PROBLEM STATEMENT: In the material below, the required lines run from the one containing "index mcp: (395, 203)" through the one containing "middle pip: (375, 196)". Copy those lines exactly, ends included, and nothing else.

── DATA SUPPLIED

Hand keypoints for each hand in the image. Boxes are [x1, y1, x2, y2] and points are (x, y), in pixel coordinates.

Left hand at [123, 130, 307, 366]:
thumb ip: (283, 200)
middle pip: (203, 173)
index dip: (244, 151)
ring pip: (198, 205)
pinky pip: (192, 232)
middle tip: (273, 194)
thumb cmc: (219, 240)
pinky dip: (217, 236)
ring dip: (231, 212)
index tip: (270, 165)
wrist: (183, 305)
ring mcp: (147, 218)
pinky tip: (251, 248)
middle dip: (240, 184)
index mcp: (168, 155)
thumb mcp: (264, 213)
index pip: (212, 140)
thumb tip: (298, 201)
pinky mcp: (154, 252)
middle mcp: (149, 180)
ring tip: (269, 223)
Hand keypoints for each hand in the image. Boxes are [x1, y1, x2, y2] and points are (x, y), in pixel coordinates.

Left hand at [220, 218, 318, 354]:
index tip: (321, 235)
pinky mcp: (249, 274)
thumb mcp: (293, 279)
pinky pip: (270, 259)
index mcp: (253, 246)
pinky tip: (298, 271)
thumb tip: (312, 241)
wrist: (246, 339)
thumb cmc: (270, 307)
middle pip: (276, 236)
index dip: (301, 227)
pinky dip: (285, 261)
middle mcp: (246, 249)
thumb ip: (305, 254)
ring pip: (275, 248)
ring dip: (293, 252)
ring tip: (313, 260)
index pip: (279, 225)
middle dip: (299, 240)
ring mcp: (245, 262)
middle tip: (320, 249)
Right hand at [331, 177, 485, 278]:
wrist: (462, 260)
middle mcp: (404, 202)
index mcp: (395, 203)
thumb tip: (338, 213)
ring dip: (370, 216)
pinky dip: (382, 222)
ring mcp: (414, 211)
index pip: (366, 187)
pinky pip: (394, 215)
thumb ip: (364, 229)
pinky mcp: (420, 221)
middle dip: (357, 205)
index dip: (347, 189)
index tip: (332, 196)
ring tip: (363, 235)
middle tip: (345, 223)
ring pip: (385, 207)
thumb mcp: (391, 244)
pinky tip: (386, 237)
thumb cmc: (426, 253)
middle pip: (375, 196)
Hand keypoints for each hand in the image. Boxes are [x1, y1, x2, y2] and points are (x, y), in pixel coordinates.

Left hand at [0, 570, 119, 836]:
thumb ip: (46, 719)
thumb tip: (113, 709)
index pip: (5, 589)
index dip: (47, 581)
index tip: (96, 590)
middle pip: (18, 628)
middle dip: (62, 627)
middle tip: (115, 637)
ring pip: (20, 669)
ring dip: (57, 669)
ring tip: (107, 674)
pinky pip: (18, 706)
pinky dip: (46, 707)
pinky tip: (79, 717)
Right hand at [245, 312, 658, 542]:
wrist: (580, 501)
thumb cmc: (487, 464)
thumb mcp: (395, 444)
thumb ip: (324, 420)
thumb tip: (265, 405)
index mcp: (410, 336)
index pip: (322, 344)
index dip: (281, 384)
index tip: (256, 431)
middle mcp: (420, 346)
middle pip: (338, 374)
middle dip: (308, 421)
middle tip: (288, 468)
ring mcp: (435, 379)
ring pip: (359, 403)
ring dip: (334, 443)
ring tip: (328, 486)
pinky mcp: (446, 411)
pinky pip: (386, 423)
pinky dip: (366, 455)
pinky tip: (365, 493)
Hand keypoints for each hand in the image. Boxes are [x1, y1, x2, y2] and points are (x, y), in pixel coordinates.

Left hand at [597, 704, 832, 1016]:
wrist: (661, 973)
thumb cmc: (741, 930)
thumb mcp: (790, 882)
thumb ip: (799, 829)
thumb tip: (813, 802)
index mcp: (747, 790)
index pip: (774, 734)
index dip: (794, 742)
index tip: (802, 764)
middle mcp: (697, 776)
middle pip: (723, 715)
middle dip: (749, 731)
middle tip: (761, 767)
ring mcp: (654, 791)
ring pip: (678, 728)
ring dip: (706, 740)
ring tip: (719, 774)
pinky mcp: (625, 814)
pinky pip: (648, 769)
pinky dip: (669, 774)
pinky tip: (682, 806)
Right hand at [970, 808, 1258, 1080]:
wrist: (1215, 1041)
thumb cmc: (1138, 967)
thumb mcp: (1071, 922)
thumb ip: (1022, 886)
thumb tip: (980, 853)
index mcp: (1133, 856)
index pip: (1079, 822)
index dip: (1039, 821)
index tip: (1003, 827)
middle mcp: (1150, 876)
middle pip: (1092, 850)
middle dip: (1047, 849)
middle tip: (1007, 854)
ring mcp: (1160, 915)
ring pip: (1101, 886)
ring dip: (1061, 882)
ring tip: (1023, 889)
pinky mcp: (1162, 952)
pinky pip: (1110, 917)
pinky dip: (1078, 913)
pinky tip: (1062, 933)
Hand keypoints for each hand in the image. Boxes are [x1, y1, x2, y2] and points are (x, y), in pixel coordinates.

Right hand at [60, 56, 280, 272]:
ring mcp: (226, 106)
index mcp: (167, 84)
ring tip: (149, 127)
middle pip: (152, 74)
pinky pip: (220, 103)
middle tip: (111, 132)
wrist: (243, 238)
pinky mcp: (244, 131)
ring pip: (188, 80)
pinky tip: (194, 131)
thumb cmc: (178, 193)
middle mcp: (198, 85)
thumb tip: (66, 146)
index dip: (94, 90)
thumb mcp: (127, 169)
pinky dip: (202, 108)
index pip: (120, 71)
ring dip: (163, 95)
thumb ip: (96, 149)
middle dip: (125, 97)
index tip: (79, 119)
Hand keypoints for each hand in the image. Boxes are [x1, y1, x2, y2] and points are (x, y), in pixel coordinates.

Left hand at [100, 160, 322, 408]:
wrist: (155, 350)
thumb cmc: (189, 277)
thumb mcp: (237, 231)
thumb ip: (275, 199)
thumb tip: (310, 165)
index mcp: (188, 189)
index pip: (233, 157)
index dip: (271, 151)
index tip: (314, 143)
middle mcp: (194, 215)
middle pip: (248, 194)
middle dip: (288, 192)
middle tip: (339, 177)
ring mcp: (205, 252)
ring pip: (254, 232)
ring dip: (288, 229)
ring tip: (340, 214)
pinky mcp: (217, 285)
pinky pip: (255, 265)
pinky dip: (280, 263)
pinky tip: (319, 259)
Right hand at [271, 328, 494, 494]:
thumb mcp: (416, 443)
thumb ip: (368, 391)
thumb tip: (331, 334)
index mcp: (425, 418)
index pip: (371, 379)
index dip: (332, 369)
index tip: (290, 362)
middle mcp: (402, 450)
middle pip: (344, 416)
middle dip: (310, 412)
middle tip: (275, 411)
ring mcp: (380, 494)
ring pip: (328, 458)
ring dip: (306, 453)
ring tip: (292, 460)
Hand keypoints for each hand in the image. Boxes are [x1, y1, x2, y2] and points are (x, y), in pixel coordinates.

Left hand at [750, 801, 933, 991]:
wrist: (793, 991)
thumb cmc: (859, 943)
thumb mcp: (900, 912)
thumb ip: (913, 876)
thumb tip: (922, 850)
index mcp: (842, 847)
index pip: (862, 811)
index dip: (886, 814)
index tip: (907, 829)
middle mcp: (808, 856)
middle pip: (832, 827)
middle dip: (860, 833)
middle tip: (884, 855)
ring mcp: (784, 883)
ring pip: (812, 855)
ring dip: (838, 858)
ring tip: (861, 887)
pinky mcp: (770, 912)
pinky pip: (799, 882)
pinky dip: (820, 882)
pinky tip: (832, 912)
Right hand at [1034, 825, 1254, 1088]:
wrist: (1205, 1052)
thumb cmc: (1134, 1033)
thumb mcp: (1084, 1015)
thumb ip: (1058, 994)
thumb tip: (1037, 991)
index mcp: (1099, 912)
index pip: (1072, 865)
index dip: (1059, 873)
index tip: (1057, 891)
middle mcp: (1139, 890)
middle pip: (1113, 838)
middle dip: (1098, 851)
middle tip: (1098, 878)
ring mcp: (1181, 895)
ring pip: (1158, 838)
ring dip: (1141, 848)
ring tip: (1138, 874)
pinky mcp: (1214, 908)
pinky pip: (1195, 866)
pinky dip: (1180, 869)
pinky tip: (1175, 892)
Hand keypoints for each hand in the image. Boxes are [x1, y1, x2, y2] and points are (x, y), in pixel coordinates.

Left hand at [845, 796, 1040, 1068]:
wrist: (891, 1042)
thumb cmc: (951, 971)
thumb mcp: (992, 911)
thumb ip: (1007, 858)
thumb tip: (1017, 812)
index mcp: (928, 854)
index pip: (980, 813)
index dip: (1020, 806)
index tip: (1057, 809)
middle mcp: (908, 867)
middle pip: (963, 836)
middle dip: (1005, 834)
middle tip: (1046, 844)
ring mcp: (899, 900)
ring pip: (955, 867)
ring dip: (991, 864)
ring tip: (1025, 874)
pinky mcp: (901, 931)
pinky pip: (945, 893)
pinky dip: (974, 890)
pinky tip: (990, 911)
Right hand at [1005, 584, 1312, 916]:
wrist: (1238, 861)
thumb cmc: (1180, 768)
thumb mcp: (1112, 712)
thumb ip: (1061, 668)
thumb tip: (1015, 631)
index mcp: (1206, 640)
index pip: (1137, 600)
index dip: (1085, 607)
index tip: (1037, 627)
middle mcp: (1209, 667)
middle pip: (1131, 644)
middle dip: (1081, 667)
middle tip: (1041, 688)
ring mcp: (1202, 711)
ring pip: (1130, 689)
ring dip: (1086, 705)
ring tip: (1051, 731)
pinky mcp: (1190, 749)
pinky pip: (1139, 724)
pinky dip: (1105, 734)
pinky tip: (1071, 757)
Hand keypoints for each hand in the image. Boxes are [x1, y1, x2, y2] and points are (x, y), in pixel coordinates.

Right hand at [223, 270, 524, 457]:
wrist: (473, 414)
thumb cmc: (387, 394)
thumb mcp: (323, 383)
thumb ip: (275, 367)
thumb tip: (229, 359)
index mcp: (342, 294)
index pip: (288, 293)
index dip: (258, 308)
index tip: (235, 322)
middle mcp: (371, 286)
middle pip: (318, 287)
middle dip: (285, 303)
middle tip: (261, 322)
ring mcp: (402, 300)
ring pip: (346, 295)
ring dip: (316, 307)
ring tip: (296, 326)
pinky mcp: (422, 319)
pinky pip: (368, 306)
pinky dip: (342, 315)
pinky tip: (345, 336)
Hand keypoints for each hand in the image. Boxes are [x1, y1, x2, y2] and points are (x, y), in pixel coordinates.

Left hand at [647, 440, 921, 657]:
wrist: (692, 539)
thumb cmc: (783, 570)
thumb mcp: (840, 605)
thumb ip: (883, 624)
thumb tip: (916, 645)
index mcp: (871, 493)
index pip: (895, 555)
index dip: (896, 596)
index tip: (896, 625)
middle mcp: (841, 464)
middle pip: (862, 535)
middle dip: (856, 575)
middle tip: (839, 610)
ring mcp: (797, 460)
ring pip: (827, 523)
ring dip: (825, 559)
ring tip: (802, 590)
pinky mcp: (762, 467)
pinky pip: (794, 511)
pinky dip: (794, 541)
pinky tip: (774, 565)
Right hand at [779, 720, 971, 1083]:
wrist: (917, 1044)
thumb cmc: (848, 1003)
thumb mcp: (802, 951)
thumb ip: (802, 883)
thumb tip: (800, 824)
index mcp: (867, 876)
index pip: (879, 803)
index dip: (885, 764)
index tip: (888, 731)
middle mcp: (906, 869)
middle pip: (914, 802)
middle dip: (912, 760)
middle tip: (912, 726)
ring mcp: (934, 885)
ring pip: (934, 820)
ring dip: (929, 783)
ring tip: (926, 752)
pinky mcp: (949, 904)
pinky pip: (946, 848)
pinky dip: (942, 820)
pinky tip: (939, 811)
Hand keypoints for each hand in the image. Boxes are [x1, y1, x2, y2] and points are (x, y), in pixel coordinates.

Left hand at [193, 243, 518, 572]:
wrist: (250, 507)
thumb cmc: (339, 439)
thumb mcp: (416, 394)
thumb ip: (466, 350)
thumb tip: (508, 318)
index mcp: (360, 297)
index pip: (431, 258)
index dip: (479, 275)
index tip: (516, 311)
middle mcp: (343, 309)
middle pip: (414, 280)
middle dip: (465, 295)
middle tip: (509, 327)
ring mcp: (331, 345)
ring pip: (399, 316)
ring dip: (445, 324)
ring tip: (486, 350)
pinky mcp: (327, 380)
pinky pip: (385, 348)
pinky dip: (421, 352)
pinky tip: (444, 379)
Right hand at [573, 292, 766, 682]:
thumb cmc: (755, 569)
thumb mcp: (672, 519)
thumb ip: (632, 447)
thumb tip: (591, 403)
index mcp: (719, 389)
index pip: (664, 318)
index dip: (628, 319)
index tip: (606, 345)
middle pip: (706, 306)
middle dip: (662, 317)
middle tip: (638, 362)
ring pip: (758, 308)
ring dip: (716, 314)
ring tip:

────

EXERCISE SOLUTION:
index mcp: (395, 203)
thumb tip: (338, 213)
ring dip: (370, 216)
pinky dip: (382, 222)
ring mcp: (414, 211)
index pip: (366, 187)
pinky pip: (394, 215)
thumb ip: (364, 229)
pinky mcp: (420, 221)
middle dip: (357, 205)
index dip: (347, 189)
index tip: (332, 196)
ring tip: (363, 235)
middle tip: (345, 223)
ring pip: (385, 207)
thumb mcp: (391, 244)
pinky tip: (386, 237)
thumb cmc: (426, 253)
middle pip: (375, 196)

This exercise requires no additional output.